My wife asked me a question last night. ‘What are you doing?’ she said as I tapped away at the keyboard on my laptop.

Having learned before now that ‘Nothing’ would at best be an inadequate answer, or at worst would invoke the Spanish Inquisition because I am clearly up to no good, I answered truthfully, ‘I’m just… messing about with a blog.’

Something in my tone must have conveyed the subliminal message, ‘Mind your own business,’ or, perhaps, ‘Don’t pursue this line of questioning because you won’t approve,’ because getting on for a whole half-hour passed before the conversation resumed.

‘What are you doing?’ this time a little tetchily, her tone conveying, ‘You’re doing something stupid and I want to know what it is.’

‘I’m investigating what blogging is about and how it works.’ I really must work on my tone and try to eliminate the little-boy-caught-with- fingers-in-the-cookie-jar edge that it has to it when under interrogation.

‘But what are you doing? What are you writing in it?’
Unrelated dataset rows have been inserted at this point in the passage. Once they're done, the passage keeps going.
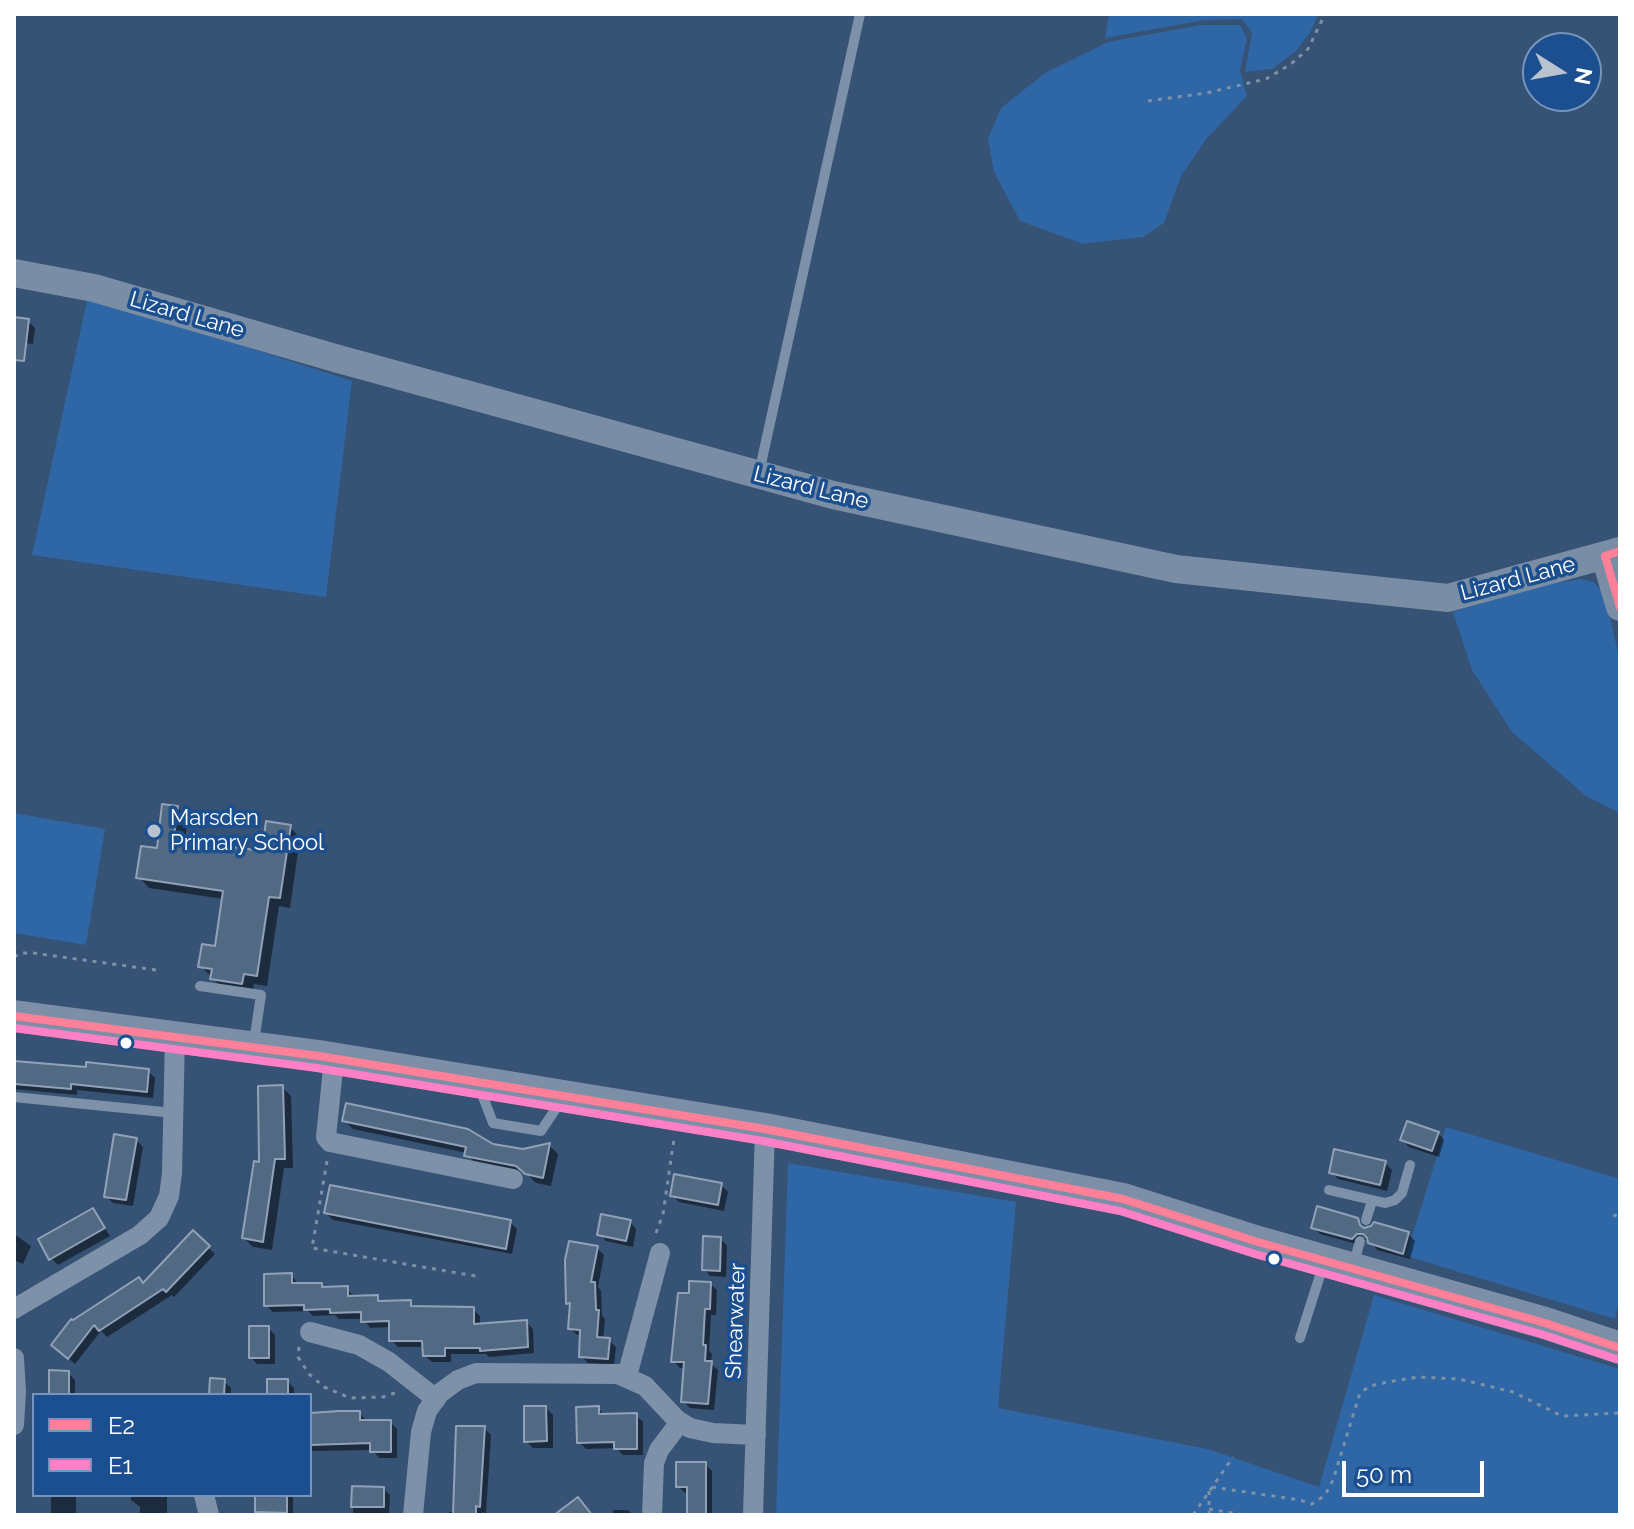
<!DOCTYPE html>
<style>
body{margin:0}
#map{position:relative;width:1634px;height:1529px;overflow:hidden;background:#365274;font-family:Raleway,sans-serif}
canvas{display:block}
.frame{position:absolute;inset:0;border:16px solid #fff;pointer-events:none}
.legend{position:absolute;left:32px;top:1393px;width:280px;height:104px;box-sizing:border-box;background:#1b4f8f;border:2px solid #7695bc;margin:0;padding:10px 14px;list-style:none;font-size:24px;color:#fff}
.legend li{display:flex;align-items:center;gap:16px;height:40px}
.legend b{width:40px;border:2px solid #7695bc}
.north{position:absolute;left:1522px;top:32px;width:80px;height:80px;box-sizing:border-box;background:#1b4f8f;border:2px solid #7695bc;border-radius:50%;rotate:101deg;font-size:22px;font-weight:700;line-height:32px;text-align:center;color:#fff}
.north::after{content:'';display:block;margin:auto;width:28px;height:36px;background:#b9c2ce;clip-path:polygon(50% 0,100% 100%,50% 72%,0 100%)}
.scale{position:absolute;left:1342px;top:1461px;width:142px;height:36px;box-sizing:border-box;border:4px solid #fff;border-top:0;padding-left:10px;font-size:24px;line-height:28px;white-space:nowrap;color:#fff;-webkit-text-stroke:6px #1b4f8f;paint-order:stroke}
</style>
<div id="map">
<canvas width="1634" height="1529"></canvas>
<div class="frame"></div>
<ul class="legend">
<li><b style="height:10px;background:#ff8098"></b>E2</li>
<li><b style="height:10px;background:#ff80c5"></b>E1</li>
</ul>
<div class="north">N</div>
<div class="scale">50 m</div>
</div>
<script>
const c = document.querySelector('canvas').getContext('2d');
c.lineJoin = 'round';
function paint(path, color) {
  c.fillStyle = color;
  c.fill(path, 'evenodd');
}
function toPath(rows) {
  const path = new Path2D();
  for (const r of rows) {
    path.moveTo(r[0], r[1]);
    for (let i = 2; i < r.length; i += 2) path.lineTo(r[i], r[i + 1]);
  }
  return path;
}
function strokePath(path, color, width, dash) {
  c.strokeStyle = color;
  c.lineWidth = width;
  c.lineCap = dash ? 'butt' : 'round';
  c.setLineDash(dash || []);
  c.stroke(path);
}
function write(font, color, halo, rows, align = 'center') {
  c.font = font + ' Raleway,sans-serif';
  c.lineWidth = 7;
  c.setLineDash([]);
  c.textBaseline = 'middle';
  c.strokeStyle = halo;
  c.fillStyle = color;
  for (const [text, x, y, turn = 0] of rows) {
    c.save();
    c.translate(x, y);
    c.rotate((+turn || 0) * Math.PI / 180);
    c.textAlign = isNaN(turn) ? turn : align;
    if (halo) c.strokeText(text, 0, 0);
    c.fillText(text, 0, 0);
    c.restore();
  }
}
paint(toPath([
 [1109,14,1318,14,1311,31,1296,51,1272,69,1245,72,1252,33,1242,19,1205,20,1105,38],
 [1201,25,1240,25,1247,38,1240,70,1247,96,1207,138,1181,176,1164,223,1143,237,1083,244,1020,221,994,172,988,138,1001,108,1045,73,1108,42],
 [88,296,352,381,326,597,32,555],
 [1580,579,1593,582,1604,592,1620,661,1620,813,1586,796,1512,732,1472,670,1453,612,1544,585],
 [14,813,105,829,86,945,14,933],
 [1446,1127,1620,1179,1620,1297,1615,1319,1406,1256],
 [788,1163,1016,1202,998,1408,1208,1449,1319,1487,1374,1295,1620,1369,1620,1515,776,1515]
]), '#2f66a5');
paint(toPath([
 [14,319,28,321,35,328,33,344,14,342],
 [178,808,188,818,185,840,206,845,263,854,290,827,300,838,290,908,279,906,267,986,254,984,252,994,223,989,201,966,217,948,224,899,149,888,139,877,158,850],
 [14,1063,148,1071,155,1078,153,1098,77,1090,77,1095,14,1089],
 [282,1087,291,1096,293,1168,284,1168,272,1250,253,1247,244,1238],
 [344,1120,523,1152,549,1145,558,1154,551,1186,536,1183,527,1174,475,1164,467,1153,353,1129],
 [1438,1133,1444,1140,1439,1157,1409,1147,1402,1140],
 [136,1140,143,1147,133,1206,113,1203,106,1196],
 [1385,1163,1392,1170,1387,1191,1338,1179,1331,1172],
 [721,1185,728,1192,724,1211,679,1202,672,1195],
 [93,1211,110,1236,58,1265,51,1258],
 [326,1213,510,1222,517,1229,512,1254,333,1220],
 [1357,1220,1365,1230,1408,1234,1415,1241,1410,1259,1377,1250,1370,1240,1364,1240,1360,1245,1320,1234,1314,1227],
 [630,1222,636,1229,633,1247,606,1241,600,1234],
 [193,1233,215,1254,174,1297,172,1295,107,1337,101,1331,75,1364,60,1351,144,1285],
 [14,1234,31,1246,23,1264,14,1260],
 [721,1239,727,1246,726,1277,710,1276,704,1269],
 [597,1248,604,1255,598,1287,601,1291,602,1316,605,1319,603,1340,609,1340,616,1347,614,1365,588,1363,581,1356,582,1335,577,1335,570,1328,572,1306,568,1303],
 [292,1275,298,1285,321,1285,325,1289,347,1288,354,1298,377,1297,383,1303,410,1302,416,1308,473,1309,480,1316,480,1326,526,1322,533,1329,534,1353,489,1357,486,1354,451,1354,451,1362,432,1362,425,1356,425,1347,398,1347,391,1340,391,1327,370,1328,363,1319,339,1319,335,1315,313,1316,308,1311,273,1312,266,1305],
 [710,1284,717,1290,716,1315,711,1315,709,1351,712,1354,711,1364,718,1370,714,1410,690,1408,683,1401,686,1368,680,1368,673,1361,691,1295],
 [268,1328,275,1335,275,1364,257,1364,251,1357],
 [68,1373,75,1380,75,1395,51,1395],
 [224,1381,231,1388,231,1395,192,1395,211,1394],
 [287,1381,294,1388,294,1395,269,1395],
 [546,1408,553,1415,553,1448,533,1448,526,1441],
 [598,1408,605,1416,636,1415,643,1422,643,1455,623,1455,616,1448,586,1449,579,1442],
 [359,1413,366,1420,390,1422,397,1429,397,1458,379,1458,372,1450,313,1451,310,1449,310,1415],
 [484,1428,491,1435,486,1513,482,1512,482,1515,449,1515,449,1512,455,1512],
 [705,1464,712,1471,712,1515,689,1515,689,1493,685,1493,678,1486],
 [354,1488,383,1488,390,1495,389,1515,353,1515],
 [51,1495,76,1495,76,1515,51,1515],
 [131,1495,167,1495,167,1515,140,1515,140,1507,131,1500],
 [257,1495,293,1495,293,1515,256,1515],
 [613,1510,628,1510,633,1515,613,1515]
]), '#0007');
const building = toPath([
 [14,317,29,319,24,361,14,360,14,317],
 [162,804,178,806,174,836,204,841,204,843,262,851,266,821,291,825,280,898,269,897,257,976,244,974,242,984,210,979,212,969,198,967,202,944,215,946,223,891,136,878,141,846,157,848,162,804],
 [14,1061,86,1067,86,1062,149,1069,147,1092,71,1084,71,1089,14,1084,14,1061],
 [283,1085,285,1159,275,1159,263,1242,242,1238,254,1161,259,1162,258,1086,283,1085],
 [346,1103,468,1129,493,1144,523,1149,550,1143,543,1178,525,1174,516,1166,464,1156,466,1147,342,1121,346,1103],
 [1407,1121,1439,1132,1432,1151,1400,1140,1407,1121],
 [114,1134,137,1138,126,1200,104,1197,114,1134],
 [1334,1149,1386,1161,1380,1185,1329,1173,1334,1149],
 [674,1174,722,1183,718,1205,670,1196,674,1174],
 [330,1185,511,1220,506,1249,324,1213,330,1185],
 [1317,1206,1358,1218,1360,1225,1364,1228,1371,1226,1374,1222,1409,1232,1403,1254,1368,1243,1367,1238,1363,1234,1357,1234,1352,1239,1311,1228,1317,1206],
 [93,1208,105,1228,49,1260,38,1239,93,1208],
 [601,1214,631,1220,626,1241,597,1235,601,1214],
 [193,1230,210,1246,166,1292,163,1289,99,1331,94,1325,68,1359,51,1345,71,1319,73,1320,139,1277,143,1283,193,1230],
 [703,1236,721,1237,720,1271,702,1270,703,1236],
 [569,1241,598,1246,591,1282,595,1282,596,1310,599,1310,597,1337,610,1338,608,1359,579,1357,580,1330,568,1329,570,1303,566,1304,565,1260,569,1241],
 [292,1273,292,1283,322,1283,322,1287,348,1286,348,1296,378,1295,378,1301,411,1300,411,1306,474,1307,474,1324,527,1320,528,1347,480,1351,480,1348,445,1348,445,1356,423,1356,422,1341,389,1341,389,1321,361,1322,361,1312,330,1313,330,1309,304,1310,304,1305,264,1306,264,1274,292,1273],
 [689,1281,711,1282,710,1309,705,1309,703,1345,706,1345,705,1361,712,1361,708,1404,681,1402,684,1362,671,1362,678,1293,689,1293,689,1281],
 [249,1326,269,1326,269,1358,249,1358,249,1326],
 [49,1370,69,1371,69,1395,49,1395,49,1370],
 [210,1378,225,1379,224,1395,209,1395,210,1378],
 [267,1379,288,1379,288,1395,267,1395,267,1379],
 [524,1406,546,1406,547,1441,524,1442,524,1406],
 [599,1406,599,1414,637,1413,637,1449,614,1449,614,1442,577,1443,576,1407,599,1406],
 [339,1411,360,1411,360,1420,391,1420,391,1452,370,1452,370,1443,310,1445,310,1413,339,1411],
 [456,1426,485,1426,480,1507,476,1506,476,1515,453,1515,456,1426],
 [676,1462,706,1462,706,1515,687,1515,687,1487,676,1487,676,1462],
 [352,1486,384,1487,384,1507,351,1507,352,1486],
 [255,1495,287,1495,287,1513,255,1512,255,1495],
 [578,1497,592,1515,554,1515,578,1497]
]);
paint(building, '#526984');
strokePath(building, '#92a2b6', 2);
strokePath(toPath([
 [1148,101,1206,93,1266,79,1291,64,1308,49,1325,14],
 [14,957,22,953,33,953,156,970],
 [327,1161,312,1248,481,1277],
 [1613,1216,1620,1214],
 [656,1233,663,1214,674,1139],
 [299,1347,298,1357,309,1374,324,1387,350,1398,383,1397,395,1393],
 [1212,1487,1300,1500,1312,1504,1325,1495,1333,1480,1360,1393,1370,1386,1388,1382,1418,1377,1459,1379,1513,1392,1562,1416,1620,1413],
 [1209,1509,1244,1515],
 [1193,1515,1233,1457],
 [1209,1515,1209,1491]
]), '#7d92a8', 3, [4, 6]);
strokePath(toPath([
 [759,473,860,14],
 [200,986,261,995,254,1042],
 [480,1089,493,1123,541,1131,561,1101],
 [14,1097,174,1113],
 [1329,1190,1385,1203,1395,1200,1402,1193,1410,1165],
 [1366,1220,1372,1201],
 [1353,1266,1360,1241],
 [1300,1338,1323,1266]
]), '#7d92a8', 10);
strokePath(toPath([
 [334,1059,326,1137,330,1142,513,1179],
 [14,1309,140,1235,159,1218,169,1196,172,1173,175,1036],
 [310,1332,359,1345,389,1362,436,1399],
 [14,1358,16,1391,14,1425],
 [627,1376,660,1253],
 [204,1495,209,1515],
 [413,1515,421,1432,427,1411,440,1393,458,1380,476,1373,618,1374,645,1386,677,1420,690,1428,713,1433,756,1435],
 [652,1515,654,1463,659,1450,680,1422],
 [753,1515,765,1129]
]), '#7d92a8', 20);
strokePath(toPath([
 [14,273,94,288,335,358,833,495,1176,569,1448,598,1620,551],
 [1605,556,1620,607]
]), '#798da4', 28);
strokePath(toPath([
 [14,1016,319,1056,765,1129,1123,1199,1258,1242,1545,1323,1620,1348]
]), '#7d8ea7', 32);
strokePath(toPath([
 [1620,551,1605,556,1620,607],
 [14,1016,319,1056,765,1129,1123,1199,1258,1242,1545,1323,1620,1348]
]), '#ff8098', 8);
strokePath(toPath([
 [14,1028,317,1068,763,1141,1120,1211,1255,1254,1541,1334,1616,1359]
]), '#ff80c5', 8);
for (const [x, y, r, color] of [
 [154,831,8,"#b9c2ce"],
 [126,1043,7,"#fff"],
 [1274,1259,7,"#fff"]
]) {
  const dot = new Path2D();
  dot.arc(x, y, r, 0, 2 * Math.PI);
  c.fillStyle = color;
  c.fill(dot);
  strokePath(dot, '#1b4f8f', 3);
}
write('22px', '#fff', '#1b4f8f', [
 ["Lizard Lane",187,315,16],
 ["Lizard Lane",811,488,14],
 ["Lizard Lane",1518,579,-15],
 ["Shearwater",736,1321,-88]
]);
write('22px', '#fff', '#1b4f8f', [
 ["Marsden",170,818],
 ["Primary School",170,843]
], 'left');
</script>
‘You can do anything you like with blogs. You can write anything you like.’ At this point I am corkscrewing like a Lancaster Bomber caught in a searchlight, deploying all the evasive skills I can muster. Why? I don’t know. It’s a free world, and there’s nothing wrong with writing a blog but, for some reason, I feel like the child whose mother has just discovered his secret stash of Woodbines in the locked box under his bed: annoyed but deeply chagrined.

‘What are you writing in it?’

Clearly I have had to bail out and have been caught by the Gestapo.

‘Well, a poem,’ and the sheepishness in my tone betrays that my evasive skills have evaded me, leaving me with no option but to blurt out the truth.

‘You mean, you put a poem out in cyberspace and hope that someone will read it?’ she fired at me, and I felt the barb of the question tugging at and embedding itself into my metaphorical flesh, and my mind registered subliminally her use of the word ‘cyberspace’.

‘Well… Yes.’

A silence followed that was exactly the right length to render the next remark completely un-rebuttable.

‘You’re weird.’

I looked round, just in time to see the shaking of her head and the sometimes-I-despair-of-you frown on the face of my beloved.

After what I considered a sufficient passage of time enough to convey, ‘You don’t know what you’re talking about and I’m doing it anyway,’ I closed down the computer – a tacit admission of defeat.

For goodness sake, she watches ‘Eastenders'!

2 comments:

  1. So Des, you've arrived! I didn't know the wife was a Stenders fan, shame on her! As if Strictly isnt's bad enough. So where's the poem, dude?

    ReplyDelete
  2. Sad, isn't it? The poem, along with a few others now, is on the 'All About What: Poetry?' sub-blog listed in the side-bar.